**Problem description:** Where an image appears in the data, omit it and reproduce the rest exactly.

**The input:**
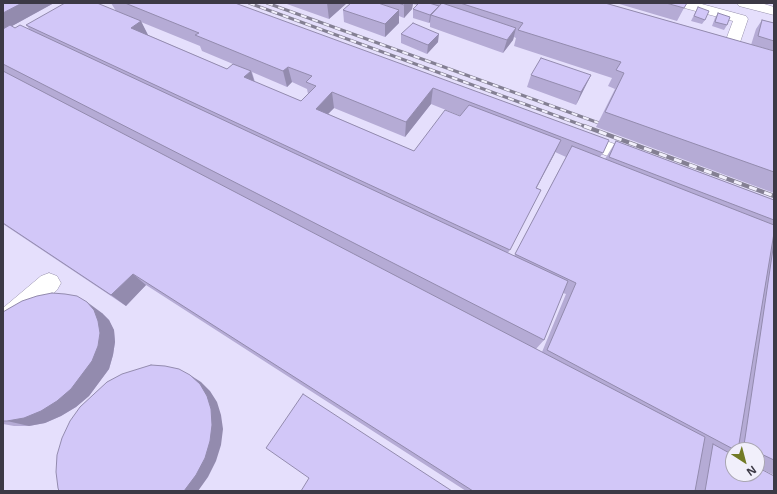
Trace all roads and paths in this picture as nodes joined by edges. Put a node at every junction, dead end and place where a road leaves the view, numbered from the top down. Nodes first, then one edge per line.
1 (682, 3) edge
2 (744, 3) edge
3 (774, 11) edge
4 (716, 41) edge
5 (558, 130) edge
6 (655, 166) edge
7 (49, 283) dead end
8 (3, 323) edge

1 - 4 street
2 - 3 street
5 - 6 street
7 - 8 street

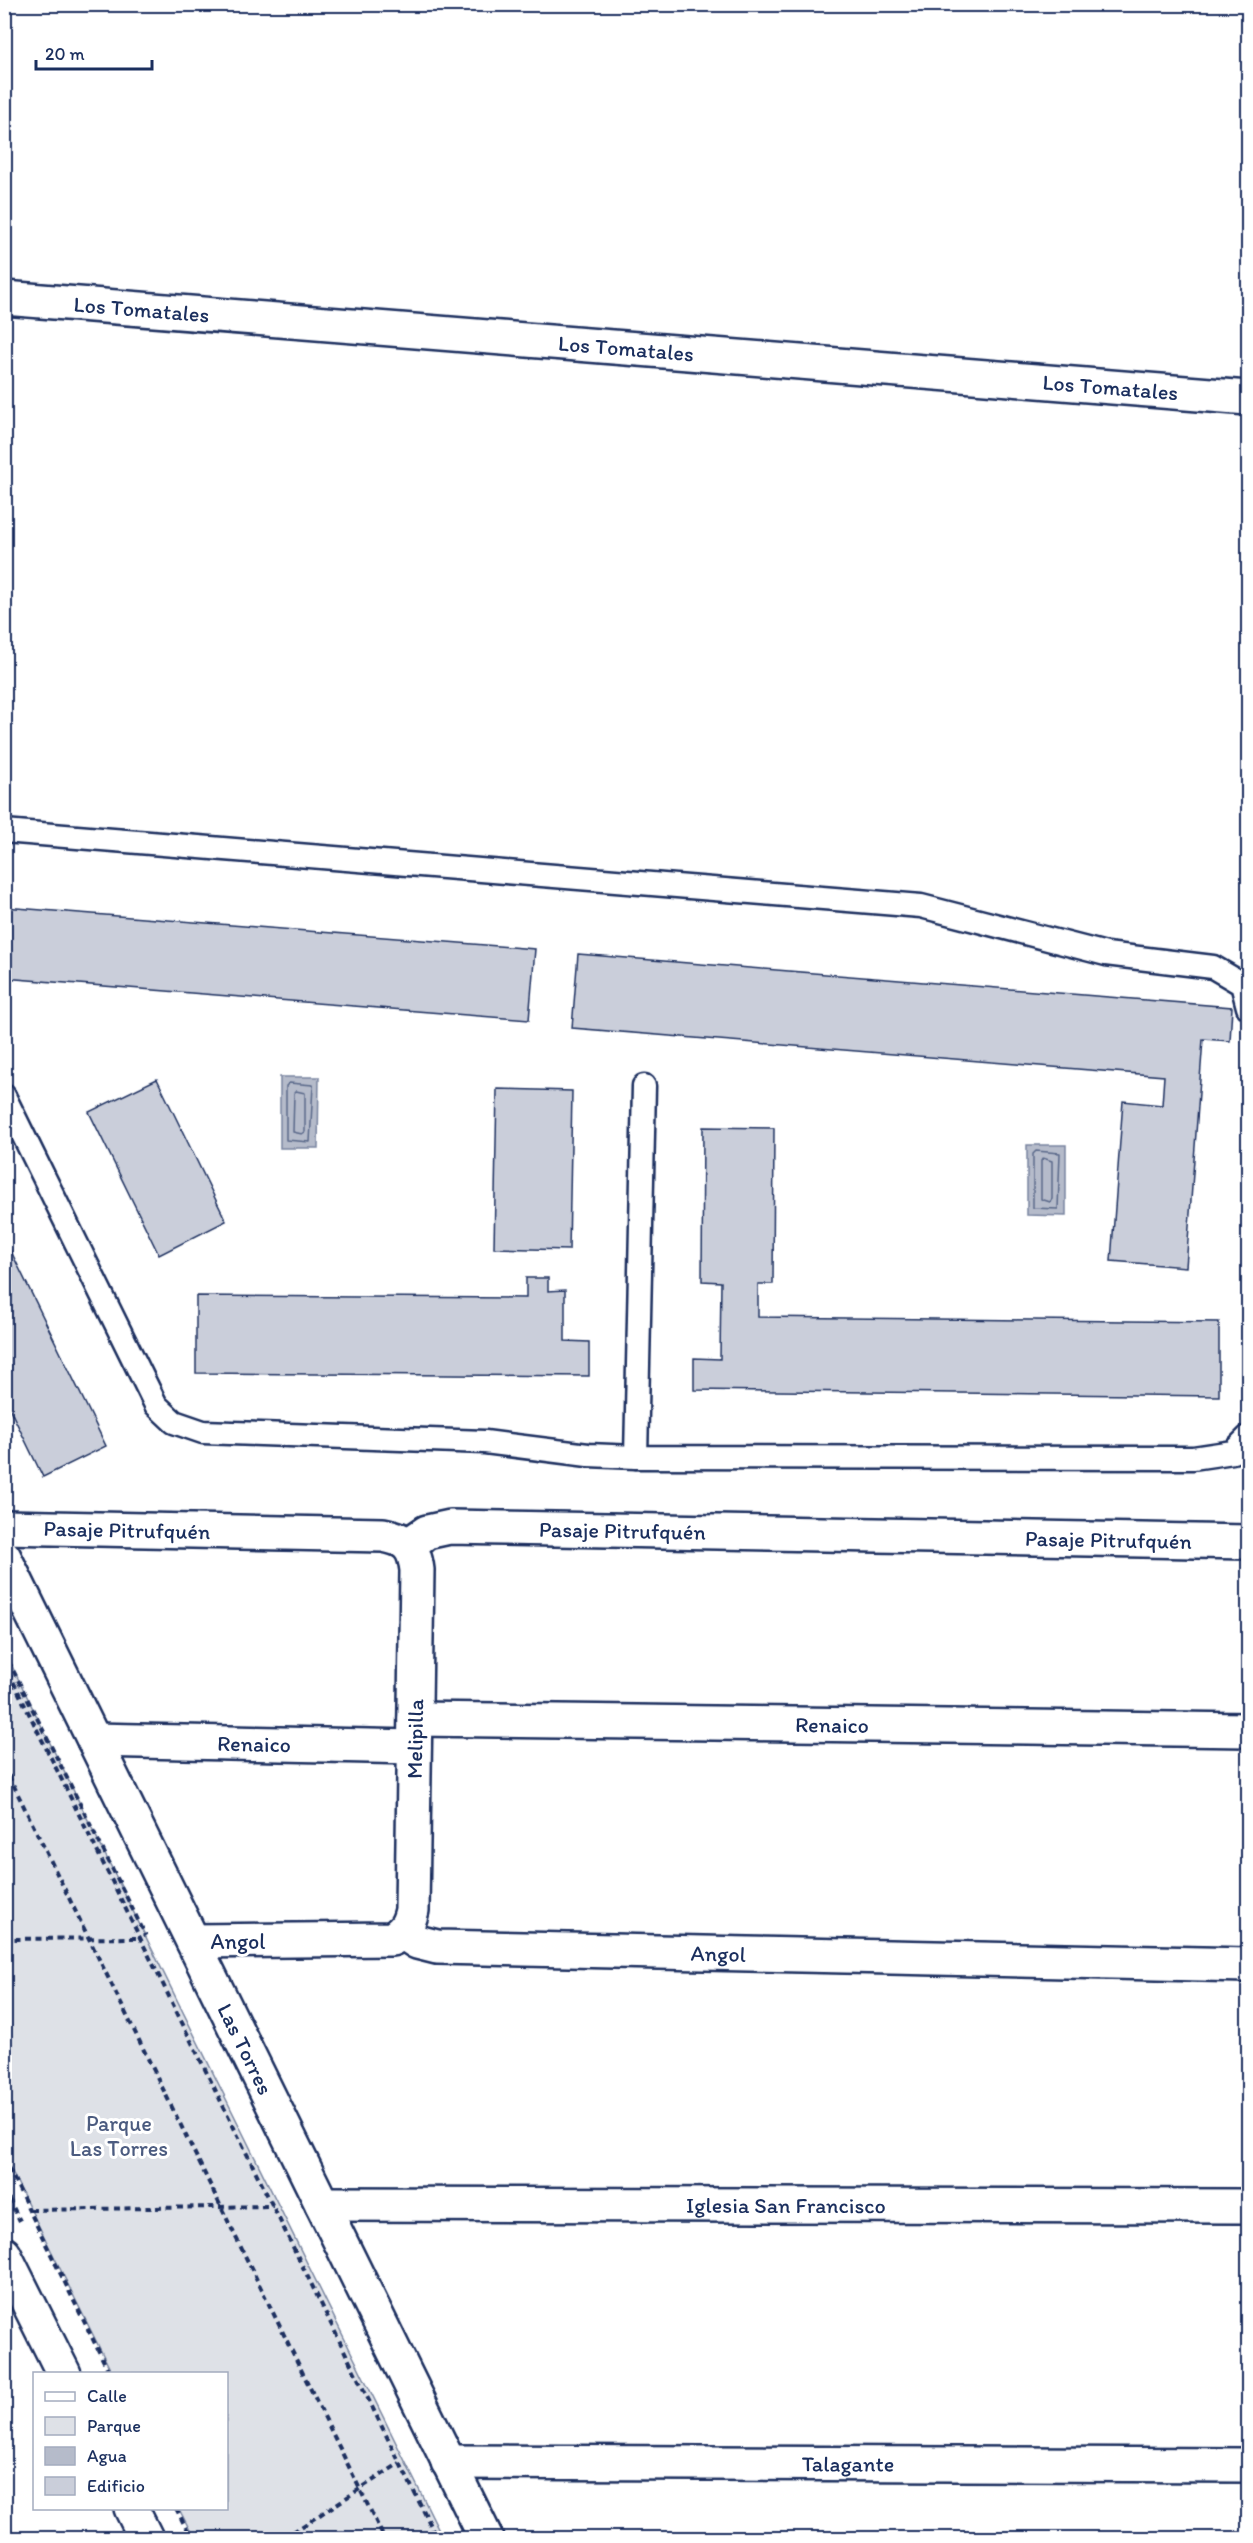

**Response below:**
Trace all roads and paths in this picture as nodes joined by edges. Put a node at every junction, dead end and place where a road leaves the view, numbered from the top down. Nodes first, then one edge per line.
1 (682, 3) edge
2 (744, 3) edge
3 (774, 11) edge
4 (716, 41) edge
5 (558, 130) edge
6 (655, 166) edge
7 (49, 283) dead end
8 (3, 323) edge

1 - 4 street
2 - 3 street
5 - 6 street
7 - 8 street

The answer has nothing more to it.